■ Problem statement: Scan the listing below for the word "Saint", then copy each line that has it.
START Records for the exercise
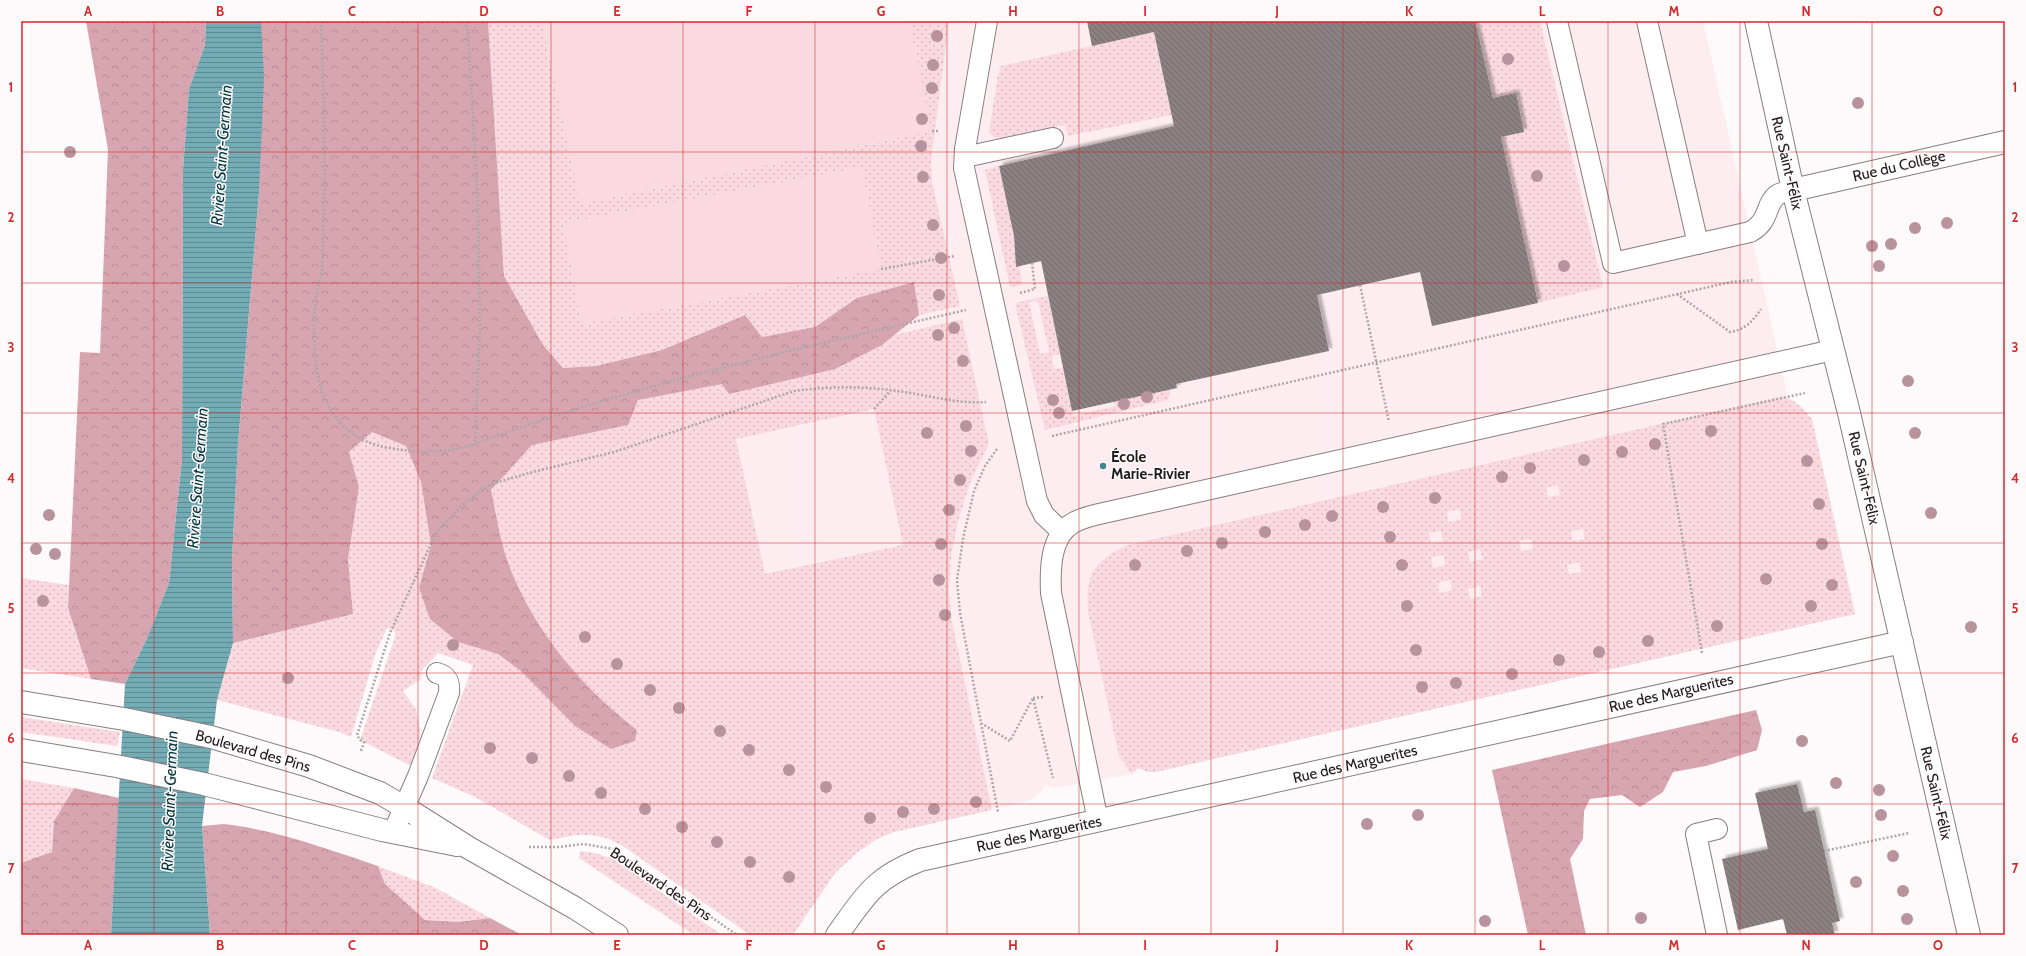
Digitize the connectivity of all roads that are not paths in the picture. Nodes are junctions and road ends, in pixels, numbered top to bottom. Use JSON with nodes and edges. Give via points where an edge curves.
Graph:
{"nodes":[{"id":1,"x":987,"y":21,"type":"edge"},
{"id":2,"x":1557,"y":21,"type":"edge"},
{"id":3,"x":1647,"y":21,"type":"edge"},
{"id":4,"x":1756,"y":21,"type":"edge"},
{"id":5,"x":1053,"y":138,"type":"dead end"},
{"id":6,"x":2005,"y":142,"type":"edge"},
{"id":7,"x":965,"y":157,"type":"junction"},
{"id":8,"x":1793,"y":190,"type":"junction"},
{"id":9,"x":1698,"y":244,"type":"junction"},
{"id":10,"x":1833,"y":350,"type":"junction"},
{"id":11,"x":1062,"y":532,"type":"junction"},
{"id":12,"x":1902,"y":642,"type":"junction"},
{"id":13,"x":437,"y":673,"type":"dead end"},
{"id":14,"x":21,"y":702,"type":"edge"},
{"id":15,"x":21,"y":750,"type":"edge"},
{"id":16,"x":404,"y":807,"type":"junction"},
{"id":17,"x":1098,"y":821,"type":"junction"},
{"id":18,"x":1717,"y":829,"type":"dead end"},
{"id":19,"x":393,"y":833,"type":"junction"},
{"id":20,"x":469,"y":848,"type":"junction"},
{"id":21,"x":617,"y":935,"type":"edge"},
{"id":22,"x":838,"y":935,"type":"edge"},
{"id":23,"x":1717,"y":935,"type":"edge"},
{"id":24,"x":1969,"y":935,"type":"edge"}],
"edges":[{"from":1,"to":7,"type":"lane"},
{"from":2,"to":9,"type":"lane","via":[[1613,263]]},
{"from":3,"to":9,"type":"lane"},
{"from":4,"to":8,"type":"street","name":"Rue Saint-Félix"},
{"from":5,"to":7,"type":"lane"},
{"from":6,"to":8,"type":"street","name":"Rue du Collège"},
{"from":7,"to":11,"type":"lane","via":[[967,181],[1037,501],[1044,515]]},
{"from":8,"to":9,"type":"lane","via":[[1774,198],[1765,218],[1750,232]]},
{"from":8,"to":10,"type":"street","name":"Rue Saint-Félix"},
{"from":10,"to":11,"type":"lane","via":[[1099,514],[1072,523]]},
{"from":10,"to":12,"type":"street","name":"Rue Saint-Félix"},
{"from":11,"to":17,"type":"lane","via":[[1055,547],[1050,570],[1051,593]]},
{"from":12,"to":17,"type":"street","name":"Rue des Marguerites"},
{"from":12,"to":24,"type":"street","name":"Rue Saint-Félix"},
{"from":13,"to":16,"type":"lane","via":[[445,675],[449,680],[449,693]]},
{"from":14,"to":16,"type":"street","name":"Boulevard des Pins","via":[[182,731],[240,745],[309,766],[380,793]]},
{"from":15,"to":19,"type":"street","name":"Boulevard des Pins","via":[[116,766],[234,792]]},
{"from":16,"to":19,"type":"lane"},
{"from":16,"to":20,"type":"street","name":"Boulevard des Pins"},
{"from":17,"to":22,"type":"street","name":"Rue des Marguerites","via":[[949,853],[920,860],[898,869],[869,891]]},
{"from":18,"to":23,"type":"lane","via":[[1696,834]]},
{"from":19,"to":20,"type":"street","name":"Boulevard des Pins"},
{"from":20,"to":21,"type":"street","name":"Boulevard des Pins","via":[[576,908]]}]}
END Records for the exercise
■ Answer box:
{"from":4,"to":8,"type":"street","name":"Rue Saint-Félix"},
{"from":8,"to":10,"type":"street","name":"Rue Saint-Félix"},
{"from":10,"to":12,"type":"street","name":"Rue Saint-Félix"},
{"from":12,"to":24,"type":"street","name":"Rue Saint-Félix"},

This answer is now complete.